Opening with the best track Nursery Cryme, kicks off with ‘The Musical Box’, a real English 10 minute polite prog classic.  It deals with that hoary old tale we’ve all heard a million times before in popular music: boy meets girl, girl decapitates boy with croquet mallet, boy possesses nursery musical box, boy ages rapidly develops adult feelings towards girl, girl hurls music box at disembodied bearded child’s head, causing the symbiotically linked items to mutually destruct.  If I had a pound for every time I’d heard that old chestnut!^ Seriously though, if you can suspend all disbelief it’s a cracking track, right up there with the band’s very best if you ask me.  It strikes a confident, otherworldly note right from the start with Tony Banks’ opening chords onwards and Peter Gabriel’s vocals sound clipped and venomous in places here, amidst the sprawling loveliness of the guitar setting.  When it starts to rock out at about 4 minutes in, it gets even better and rougher around the edges, Hackett playing for all he’s worth and accompanied by Banks electric piano played through a fuzz pedal (which I think is intrinsically a very cool thing indeed).  Like all good prog-tinged things I find you need to stop holding onto the side and just ease yourself downstream and float on off on a sea of time changes, false crescendos and preposterous conceits.

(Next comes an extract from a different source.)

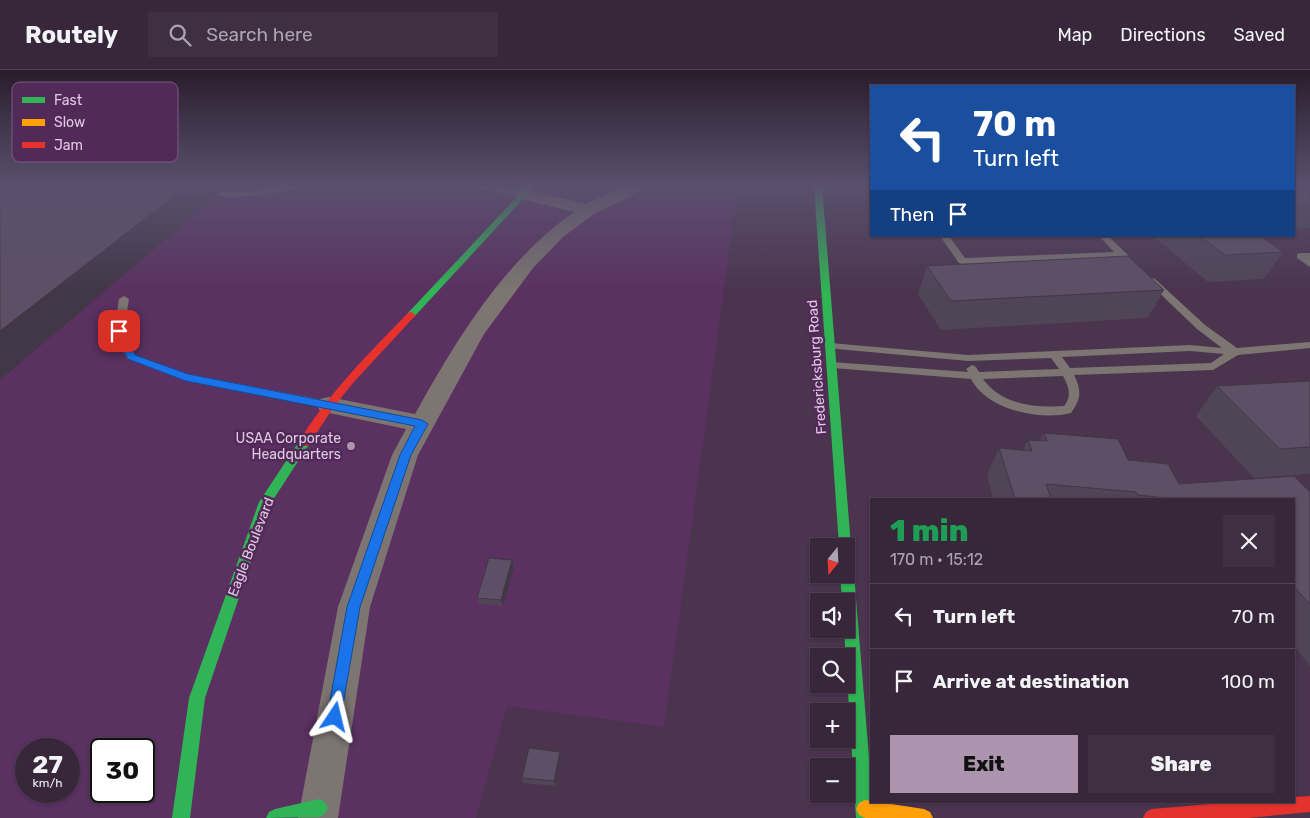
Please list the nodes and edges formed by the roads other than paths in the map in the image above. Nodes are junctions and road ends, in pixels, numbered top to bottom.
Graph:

One track I really enjoyed this time around stands in stark contrast to the other two behemoths on the first side of Nursery Cryme, that is ‘For Absent Friends’ a rather, underplayed gentle 1:48 song about a widowed couple going to church.  In the wrong mood I’d point to it and denounce it as an attempt to rewrite ‘Eleanor Rigby’, but I rather like it, it feels real.  It was also Collins’ first lead vocal for the band.  The mighty Opeth paid tribute to this track on Deliverance.

Unfortunately, in a mirror image of Foxtrot, it pains me to report that Side 2 is all a big load of nothing.  I can’t hear anything particularly worthwhile in any of the four tracks, okay so none of them are bad per se. but they really don’t rise above the bland for me at any point.  Actually, scrap that, I dislike ‘Harold The Barrel’ and its clumsy tale of a restauranteurs’ suicide intensely, musically it’s pants and, for me, not a topic you ever mess with.

A word about the cover too, it works as a bit of a metaphor for the LP as a whole.  Paul Whitehead’s picture is what first attracted me to the album, it looks great when you open the gatefold right up (CD’s? pah!) but it’s also slightly amateurish and a bit rubbish (and I mean that affectionately, I really do!), he was no Roger Dean but I find that all a bit endearing – they were all doing their best.

Mighty Hogweed is avenged.
Human bodies soon will know our anger.
Kill them with your Hogweed hairs
HERACLEUM MANTEGAZZIANI^^

Giant Hogweed lives

– ADVANCE –

398 Down.

P.S – additional Lego assistance tonight from the 1537-lings.

*definitely not that.

**even blindness if you get the sap in the eyes – so please don’t think I’m taking the p*ss too much here.

^okay so this is about the fifth time I’ve made this joke, but it amuses me every time, so deal with it.

^^not an easy rhyme that one, I can well see why they shirked it.